C'est une tribune qui a trouvé de l'écho, en plein Festival de Cannes. Le 11 mai, "Libération" publiait une prise de parole du collectif "Zapper Bolloré", s'alarmant de la future mainmise du groupe du milliardaire breton sur le réseau des salles de cinéma UGC. Vivendi, qui a déjà acquis 34% du capital de la société, en vise les 100% à l'horizon 2028. Une perspective très inquiétante pour le collectif, qui avait indiqué que Vincent Bolloré allait bientôt être "en position de contrôler la totalité de la chaîne de fabrication des films, de leur financement à leur diffusion sur petit et grand écran". "[...] Le milliardaire ne cache pas qu’il mène un 'projet civilisationnel', réactionnaire d’extrême droite, à travers ses chaînes de télé comme CNews et ses maisons d’édition. Si l’influence de cette offensive idéologique sur le contenu des films a été pour le moment discrète, nous ne nous faisons pas d’illusion : ça ne durera pas", pouvait-on notamment lire dans ce texte soutenu par 600 signataires, dont Juliette Binoche, Swann Arlaud, Raymond Depardon, Adèle Haenel ou encore le scénariste Arthur Harari.
Depuis la Croisette, Maxime Saada, le président du directoire du groupe Canal+, propriété de Vincent Bolloré, a affirmé que cette tribune était un point de non-retour pour ses signataires, et que son groupe ne collaborerait plus avec eux à l'avenir. "J'ai vécu cette pétition comme une injustice vis-à-vis des équipes Canal qui s'attachent à défendre l'indépendance de Canal+, dans toute la diversité de ses choix, a affirmé le dirigeant lors du "brunch des producteurs" du Festival de Cannes, selon des propos rapportés par l'AFP. En conséquence, je ne travaillerai plus, je ne souhaite plus que Canal travaille avec les gens qui ont signé cette pétition. [...] Je n’ai pas envie de travailler avec des gens qui me traitent de crypto-fasciste, je suis désolé, la limite, pour moi elle est là." Le groupe Canal+ est à ce jour le premier financeur du cinéma français, rappellent nos confrères, malgré un budget alloué au secteur en baisse (170 millions d'ici 2027, contre 220 millions auparavant).

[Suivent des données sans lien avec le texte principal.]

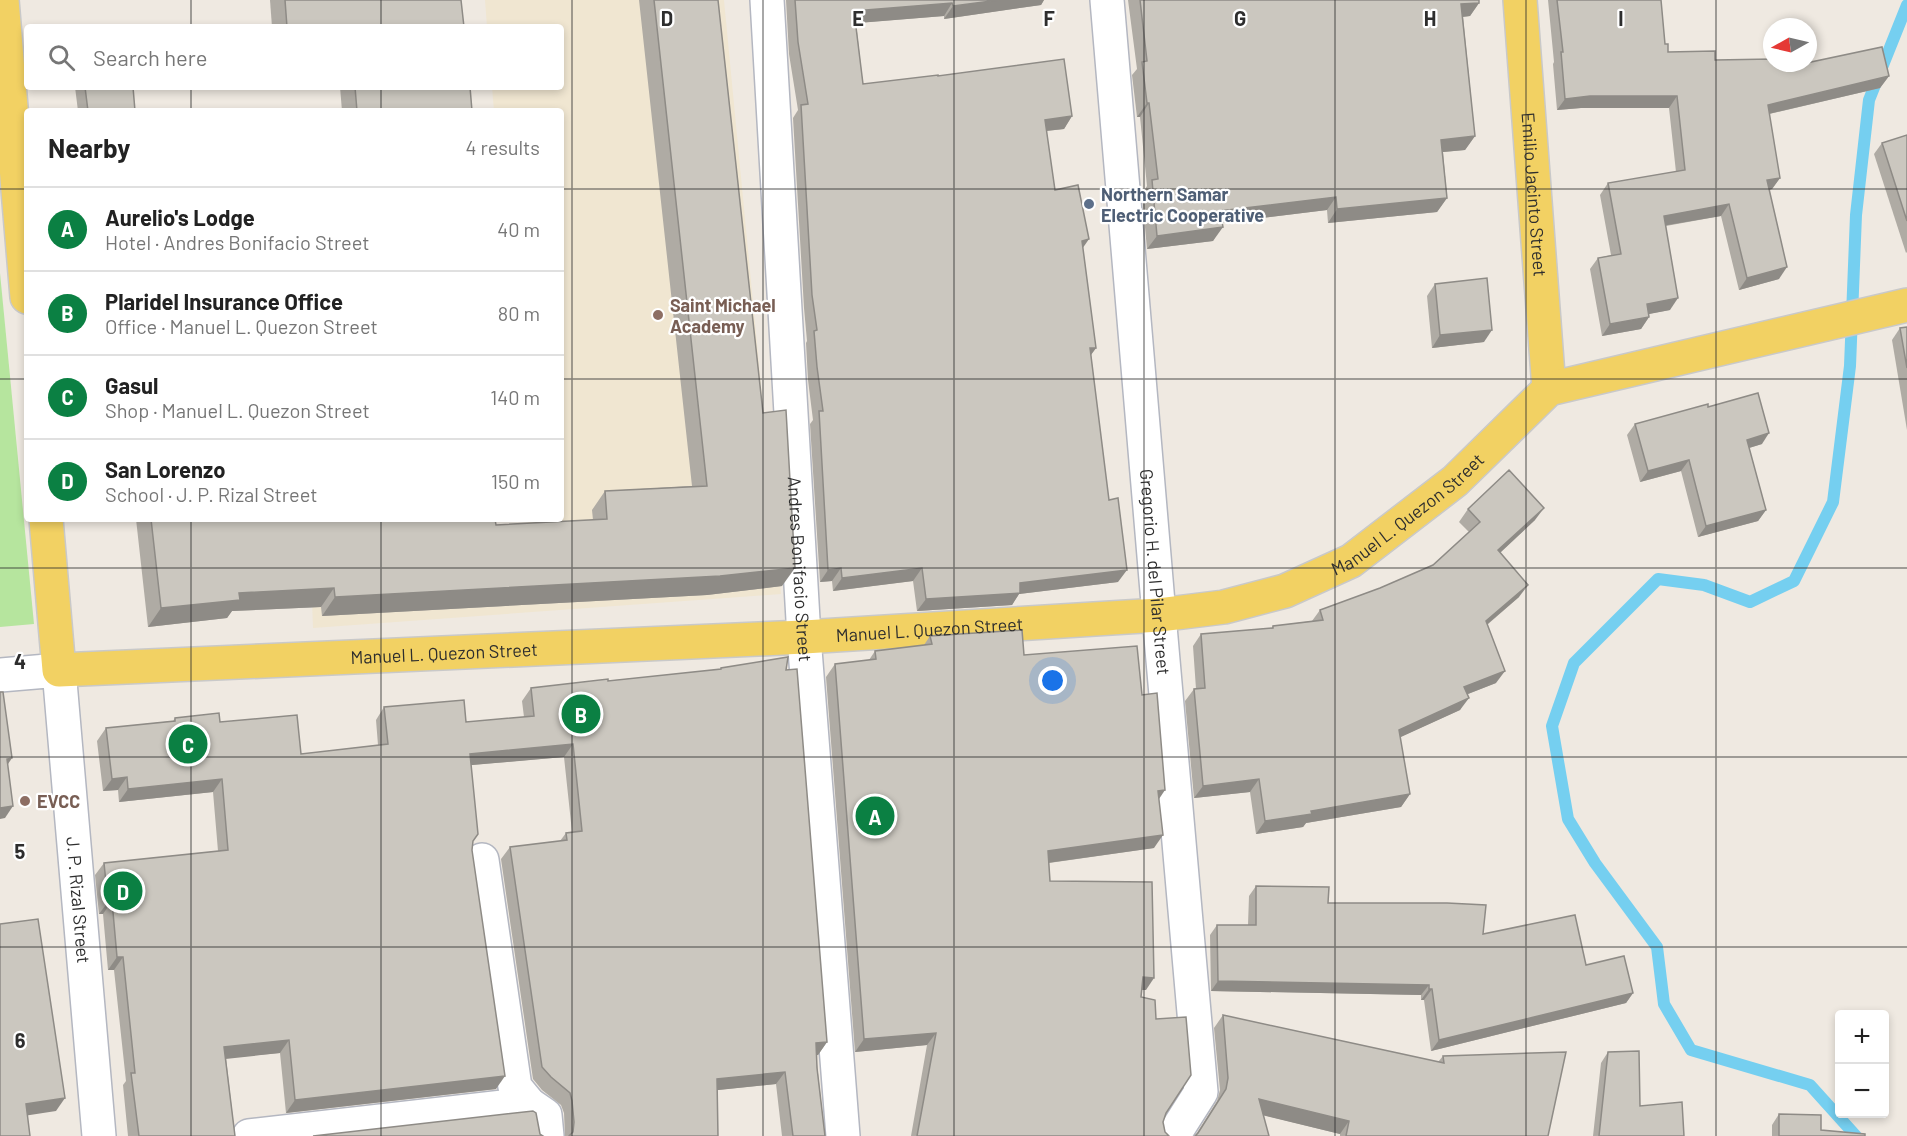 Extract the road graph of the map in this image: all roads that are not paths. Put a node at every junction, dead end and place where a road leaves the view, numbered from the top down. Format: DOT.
graph roads {
  1 [pos="2,0"];
  2 [pos="766,0"];
  3 [pos="1107,0"];
  4 [pos="1520,0"];
  5 [pos="24,261"];
  6 [pos="1907,305"];
  7 [pos="1549,389"];
  8 [pos="45,522"];
  9 [pos="1159,615"];
  10 [pos="804,637"];
  11 [pos="58,670"];
  12 [pos="0,675"];
  13 [pos="482,860"];
  14 [pos="529,1104"];
  15 [pos="99,1136"];
  16 [pos="249,1136"];
  17 [pos="547,1136"];
  18 [pos="843,1136"];
  19 [pos="1173,1136"];
  1 -- 5 [label="main road"];
  2 -- 10 [label="street, Andres Bonifacio Street"];
  3 -- 9 [label="street, Gregorio H. del Pilar Street"];
  4 -- 7 [label="main road, Emilio Jacinto Street"];
  6 -- 7 [label="main road"];
  7 -- 9 [label="main road, Manuel L. Quezon Street"];
  8 -- 11 [label="main road, J. P. Rizal Street"];
  9 -- 10 [label="main road, Manuel L. Quezon Street"];
  9 -- 19 [label="street, Gregorio H. del Pilar Street"];
  10 -- 11 [label="main road, Manuel L. Quezon Street"];
  10 -- 18 [label="street, Andres Bonifacio Street"];
  11 -- 12 [label="street, Manuel L. Quezon Street"];
  11 -- 15 [label="street, J. P. Rizal Street"];
  13 -- 14 [label="street"];
  14 -- 16 [label="street"];
  14 -- 17 [label="street"];
}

"Pouvons-nous encore croire à l'indépendance de Canal+ vis-à-vis du milliardaire d’extrême droite, contre lequel il est désormais officiellement impossible de s’exprimer ?", a déploré le collectif Zapper Bolloré auprès de l'AFP, suite à la réaction de Maxime Saada. Gaëtan Bruel, président du Centre national du cinéma et de l'image animée (CNC), a "regretté" ce lundi 18 mai sur France Inter la réaction du président du directoire de Canal+. "Sur le plan de la liberté d'expression, ça pose question. Parce que le droit à la critique, ça fait partie de ce principe fondamental, a-t-il affirmé, avant de préciser : Canal est toujours le premier soutien privé de la plus grande diversité du cinéma français [...] C'est factuellement faux de dire que Canal aurait renoncé à soutenir toute la diversité du cinéma. Je ne me retrouve pas dans les faits que [la tribune] dénonce (...) et il faut faire attention aux prophéties autoréalisatrices", a-t-il conclu.